THE 1ST GLOBAL CONVENING ON INFORMAL & SHARED MOBILITY
Shared Knowledge.
Shared Movement.
Shared Transformation.
BANGKOK, THAILAND
OCTOBER 26-28, 2026
☀︎ A Global Vision for Informal and Shared Mobility
The 1st Global Convening on Informal and Shared Mobility (GloCon) will explore new ways to recognize, support, and improve informal and shared mobility (ISM) systems; to build a future where cities, towns and rural areas invest in and integrate ISM; where ISM expands access to jobs, economic opportunities, and social services; where municipal, national, and regional governments recognize ISM operators and workers as partners; where philanthropic and public sector initiatives leverage ISM’s innovative, grassroots can-do culture as catalyst for sustainable development, decarbonization, and social justice.
❖ The Services Cities Can't Do Without
Known in their home countries as angkots, jeepneys, matatus, okadas, boda bodas, tuktuks, autorickshaws, etc., the motorized and non-motorized two- and three-wheelers, sedans, minivans and buses that provide ISM services are the main mode of travel for hundreds of millions of people across the Global South. These services are fundamental to the functioning of neighborhoods, communities, and regions and are critical to achieving the Sustainable Development Goals (SDG 8.3, 11.2 and 13) and decarbonizing transportation.

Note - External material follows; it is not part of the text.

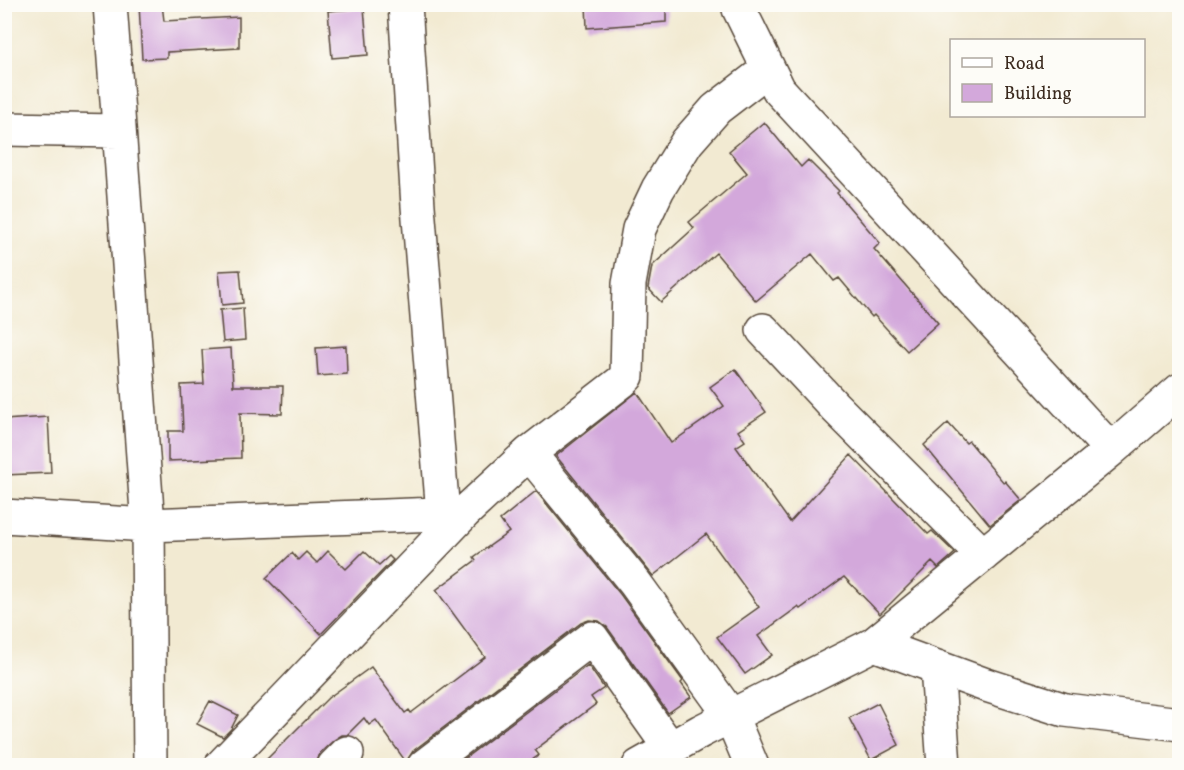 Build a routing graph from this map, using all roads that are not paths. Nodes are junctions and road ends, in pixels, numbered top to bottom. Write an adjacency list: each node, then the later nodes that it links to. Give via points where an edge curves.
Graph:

❊ Centering the People Who Keep Cities Moving
The First Global Convening will center these systems and the people who move them in discussions about mobility, employment, affordability, better access, lower emissions, public health, and fairness in the places where these services really matter. We want to create space for the people who run and depend on these services to be active partners in their future.
Bangkok. Built to Move.
Located steps from Bangkok's beating commercial and cultural heart Siam Square, the Faculty of Education at Chulalongkorn University is more than a campus building. It sits within Thailand's oldest and most prestigious university, founded in 1917 on land granted by royal decree, and today surrounded by the MBK Center, the National Stadium, and some of the city's densest transit corridors. The Phoonsab Noppawong Na Ayutthaya Meeting Room, on the third floor of the Faculty of Education, sits on the southern edge of a campus that straddles Phaya Thai Road in the Pathum Wan district — a 10-minute walk from three BTS Skytrain stations and a stone's throw from where Bangkok's students, commuters, street vendors, motorcycle taxis, and songthaews negotiate the same streets every day.
That daily negotiation is exactly what GloCon is about. There is no better city in the world to host the first global conversation on informal and shared mobility. Bangkok's streets are a living laboratory: a place where formal transit infrastructure and informal movement systems have coexisted, competed, and evolved together for decades.